Dish remains on course to build the US’s first new nationwide wireless network in decades and will meet a June deadline to cover 70% of the country’s population with this greenfield 5G service, a company executive assured attendees of a telecom conference in Washington, D.C.
“We're going to get it done,” said Dave Mayo, EVP of network development at Dish Wireless, in a talk Wednesday afternoon at the industry trade group CTIA’s 5G Summit.
Dish, a subsidiary of the satellite-TV company Dish Network, acquired that mission and deadline as part of T-Mobile’s 2020 purchase of Sprint. Those two firms responded to early objections to the deal by pledging to divest Sprint’s Boost Mobile prepaid brand and sell wireless spectrum to Dish.
Dish then committed to combining those assets with spectrum purchased years earlier to build a new network and return a fourth nationwide service to the wireless landscape.
“We've built a standalone 5G network in record time,” Mayo said Wednesday. Dish met one commitment to the Federal Communications Commission by bringing service to 20% of the US population by last July, and now it has less than a month before its next major milestone.
“We have to have 70% of the country covered in some 28 days, and we'll meet that objective as well,” he said.
The agreement it struck with the FCC, as modified in September 2020, calls for it to cover “at least 70% of the population” in each “economic area,” an FCC geographic construct that can look a bit like an oversized Congressional district. Mayo said this buildout will bring Dish to 15,000-plus cell sites, covering more than 235 million people.
Dish began selling service under its new Boost Infinite brand in December, with unlimited 5G going for $25 a month to people with addresses in its coverage area. The service fills in gaps in coverage with leased service from AT&T and T-Mobile.
Mayo credited Dish’s Open RAN (Radio Access Network) architecture, in which open-standard interfaces let a carrier combine network gear from multiple vendors, and cloud-based network management platform with boosting that buildout.
“We can mix and match things in a way that you really can't with legacy networks,” he said. “There's absolutely no way we could have done what we did if we didn't put the core network in the cloud.”
The big three carriers have yet to show comparable interest in Open RAN, although the government-backed effort to help smaller carriers rip out Huawei and ZTE network gear is banking on Open RAN.
Mayo did note one downside of this open, multiple-vendor architecture: If something goes wrong, “we don't have that single neck to grab.”
He did not, however, discuss other obstacles for Dish in this quest.

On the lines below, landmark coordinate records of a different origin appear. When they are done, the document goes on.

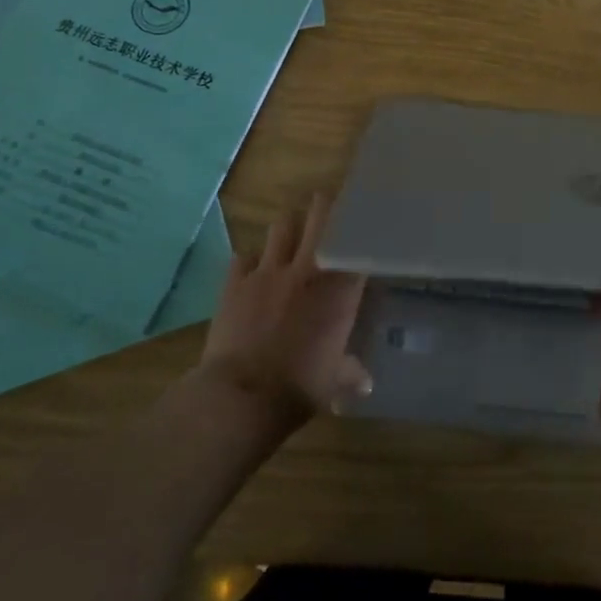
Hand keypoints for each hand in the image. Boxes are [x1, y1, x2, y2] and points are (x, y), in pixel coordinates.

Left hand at [196, 197, 371, 430]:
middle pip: (319, 217)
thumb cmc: (300, 387)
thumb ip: (351, 373)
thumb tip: (366, 383)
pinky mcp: (234, 282)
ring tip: (290, 234)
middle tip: (326, 204)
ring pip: (281, 227)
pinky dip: (250, 260)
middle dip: (324, 205)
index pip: (357, 243)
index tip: (364, 223)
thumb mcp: (334, 381)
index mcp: (340, 290)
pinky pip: (243, 257)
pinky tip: (252, 270)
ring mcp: (268, 271)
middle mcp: (308, 269)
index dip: (361, 229)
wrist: (242, 396)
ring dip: (288, 228)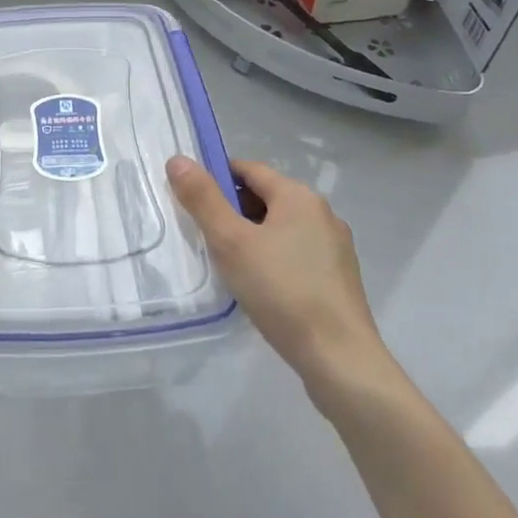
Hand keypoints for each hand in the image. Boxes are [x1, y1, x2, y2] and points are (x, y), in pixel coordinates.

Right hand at [166, 156, 387, 394]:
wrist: (339, 358)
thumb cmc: (281, 291)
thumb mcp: (231, 242)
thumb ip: (203, 199)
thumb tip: (178, 159)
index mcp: (299, 196)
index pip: (248, 169)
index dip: (215, 178)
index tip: (190, 201)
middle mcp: (322, 213)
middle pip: (266, 197)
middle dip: (232, 210)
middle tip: (203, 236)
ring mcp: (335, 246)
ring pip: (281, 228)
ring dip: (252, 236)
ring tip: (227, 263)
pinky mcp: (338, 277)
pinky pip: (296, 253)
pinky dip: (273, 258)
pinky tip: (258, 286)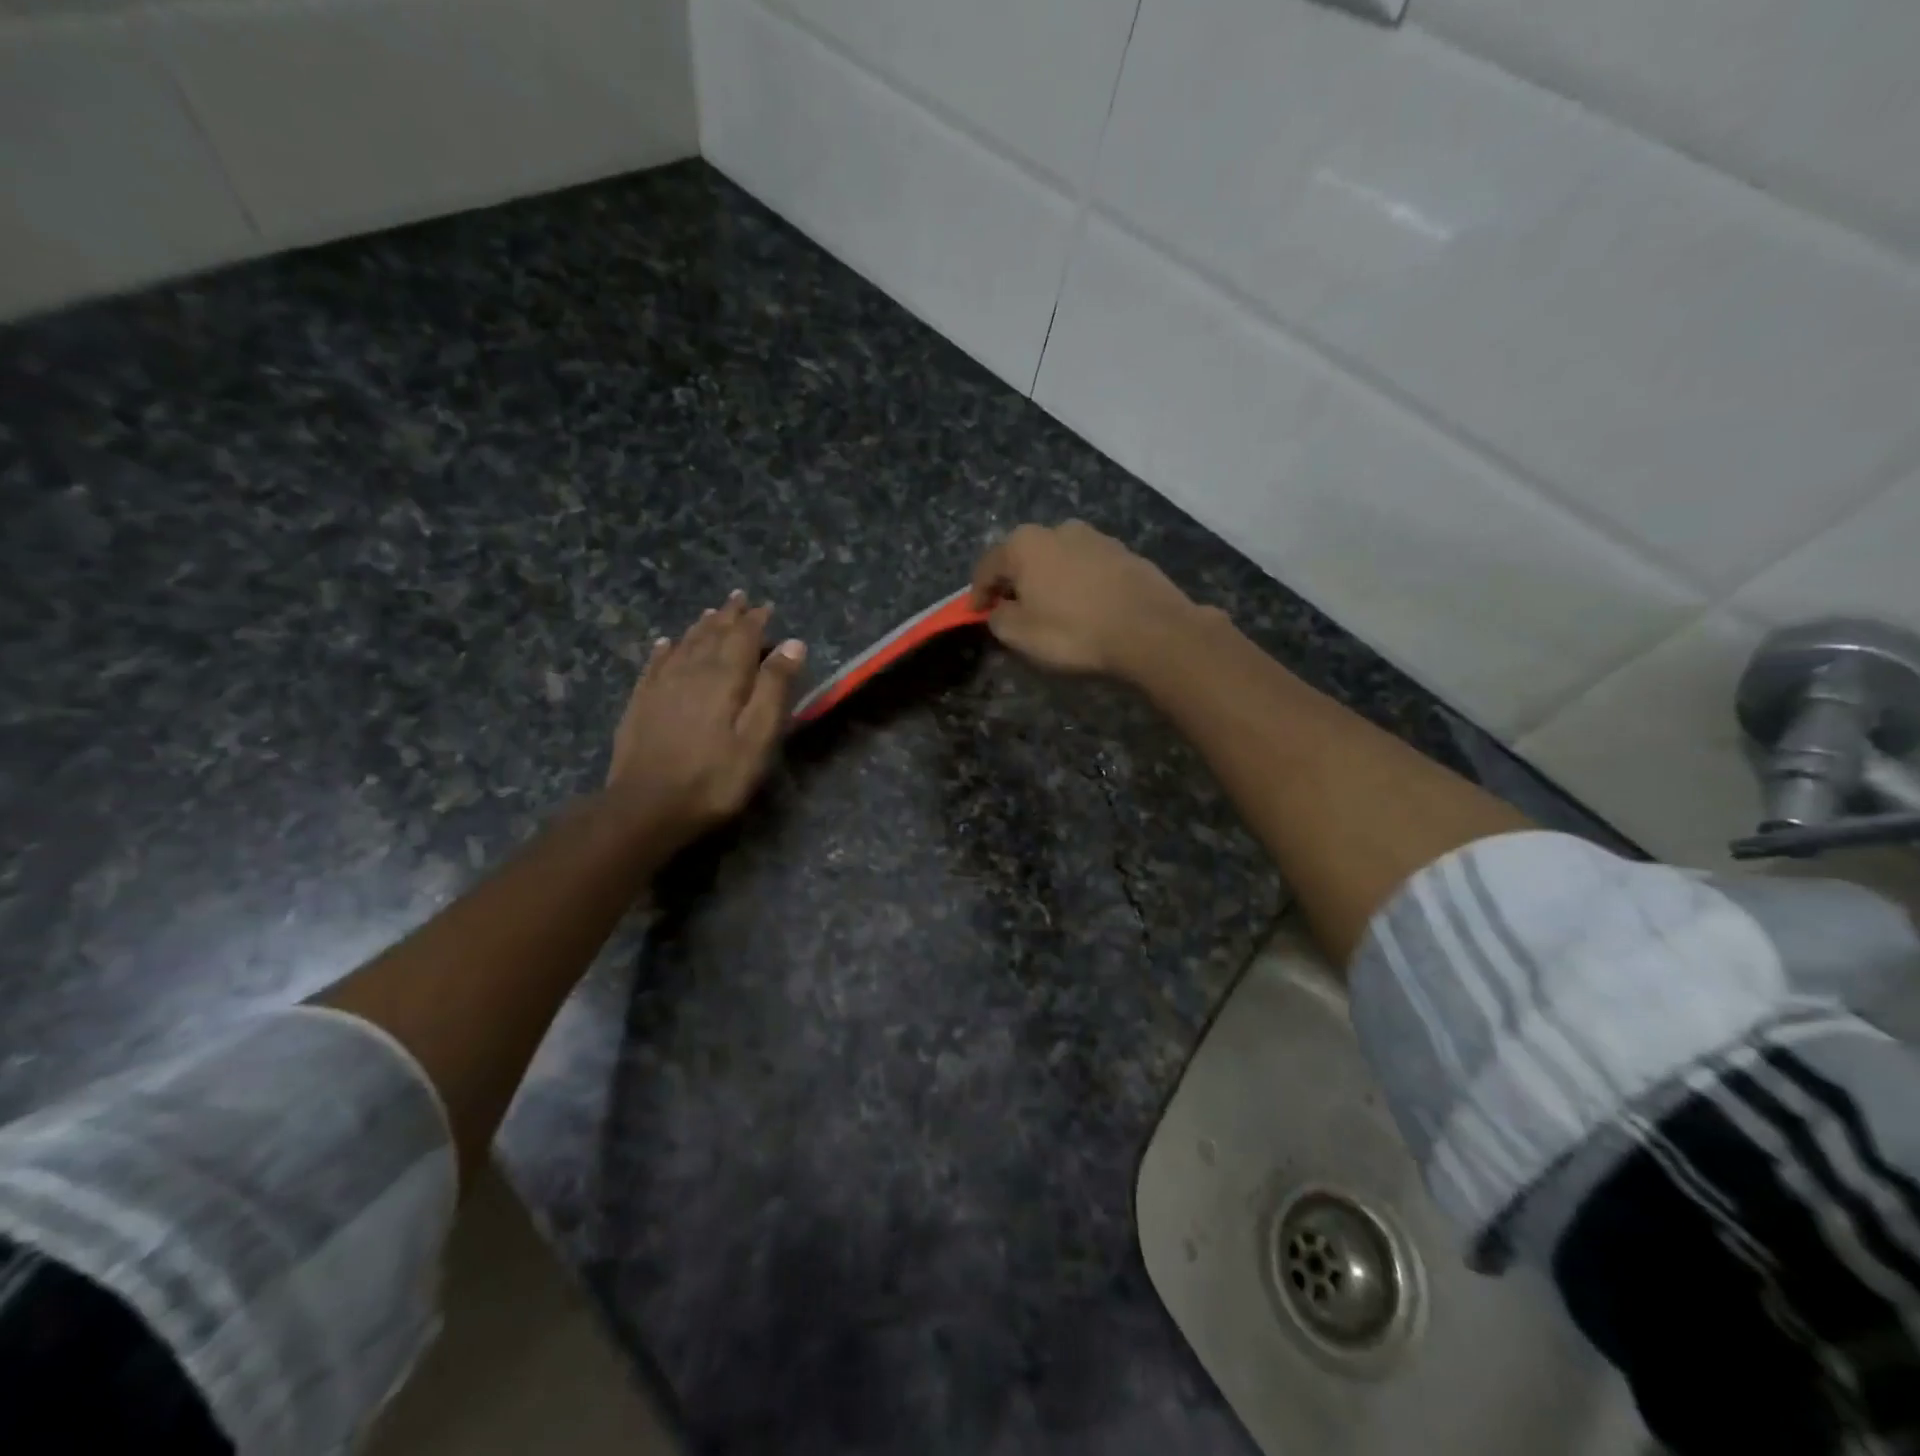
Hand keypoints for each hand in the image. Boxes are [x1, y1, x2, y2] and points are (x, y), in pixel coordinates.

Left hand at [607, 592, 805, 840]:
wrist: (646, 806)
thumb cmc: (715, 777)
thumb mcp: (758, 737)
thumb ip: (774, 688)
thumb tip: (793, 644)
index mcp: (725, 677)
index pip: (742, 637)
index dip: (755, 621)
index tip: (765, 607)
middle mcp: (691, 671)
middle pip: (711, 635)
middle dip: (727, 616)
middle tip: (737, 599)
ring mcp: (661, 686)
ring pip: (684, 645)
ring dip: (700, 627)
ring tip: (710, 614)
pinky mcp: (640, 703)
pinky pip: (655, 664)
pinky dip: (664, 650)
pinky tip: (666, 644)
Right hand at [969, 521, 1201, 678]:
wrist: (1149, 630)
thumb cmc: (1073, 631)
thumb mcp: (1020, 634)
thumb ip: (999, 618)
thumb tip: (1000, 610)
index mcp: (1024, 544)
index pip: (988, 567)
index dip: (977, 594)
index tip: (975, 615)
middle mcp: (1058, 530)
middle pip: (1023, 557)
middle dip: (1014, 583)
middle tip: (1011, 611)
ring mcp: (1096, 537)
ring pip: (1058, 560)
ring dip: (1048, 581)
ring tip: (1051, 610)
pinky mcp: (1124, 553)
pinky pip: (1087, 569)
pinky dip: (1078, 584)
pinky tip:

Phone compatibility is a big one. While the selection of phones that work on Dish’s 5G network is no longer limited to a single Samsung model, it remains Android-only. On Dish’s first-quarter earnings call May 8, Chairman Charlie Ergen said iPhone support will come “within the next few months.”
Dish is also still recovering from a ransomware attack in February that knocked customer-service systems offline. Fortunately, it has yet to start marketing Boost Infinite on a nationwide level. Dish isn’t saying when that might happen, although sometime after that June deadline would make sense.
Dish faces another FCC-mandated deadline in June 2025, when it must cover 75% of the US population. In a bleak research note posted in April, MoffettNathanson said Dish’s mounting levels of debt would make it impossible for Dish to meet that deadline and would instead force it to start selling off some of its spectrum.
On that Q1 earnings call, Ergen answered a question from MoffettNathanson analyst Craig Moffett about possible spectrum sales by saying “Obviously, we have assets” and adding cryptically “I think there's more opportunity for us than people realize, let's put it that way.”
The FCC gave Dish an extra irritant Thursday when it voted unanimously to decline Dish’s request to free up 12.2-12.7GHz spectrum for mobile use and instead preserve that band for such satellite operators as SpaceX’s Starlink.
The FCC order does, however, open the door to fixed-wireless broadband on those frequencies. That’s a market that Dish has already expressed interest in joining after seeing what T-Mobile and Verizon have done with home 5G. As Mayo said Wednesday before the FCC vote, “I'm a big believer in fixed wireless.”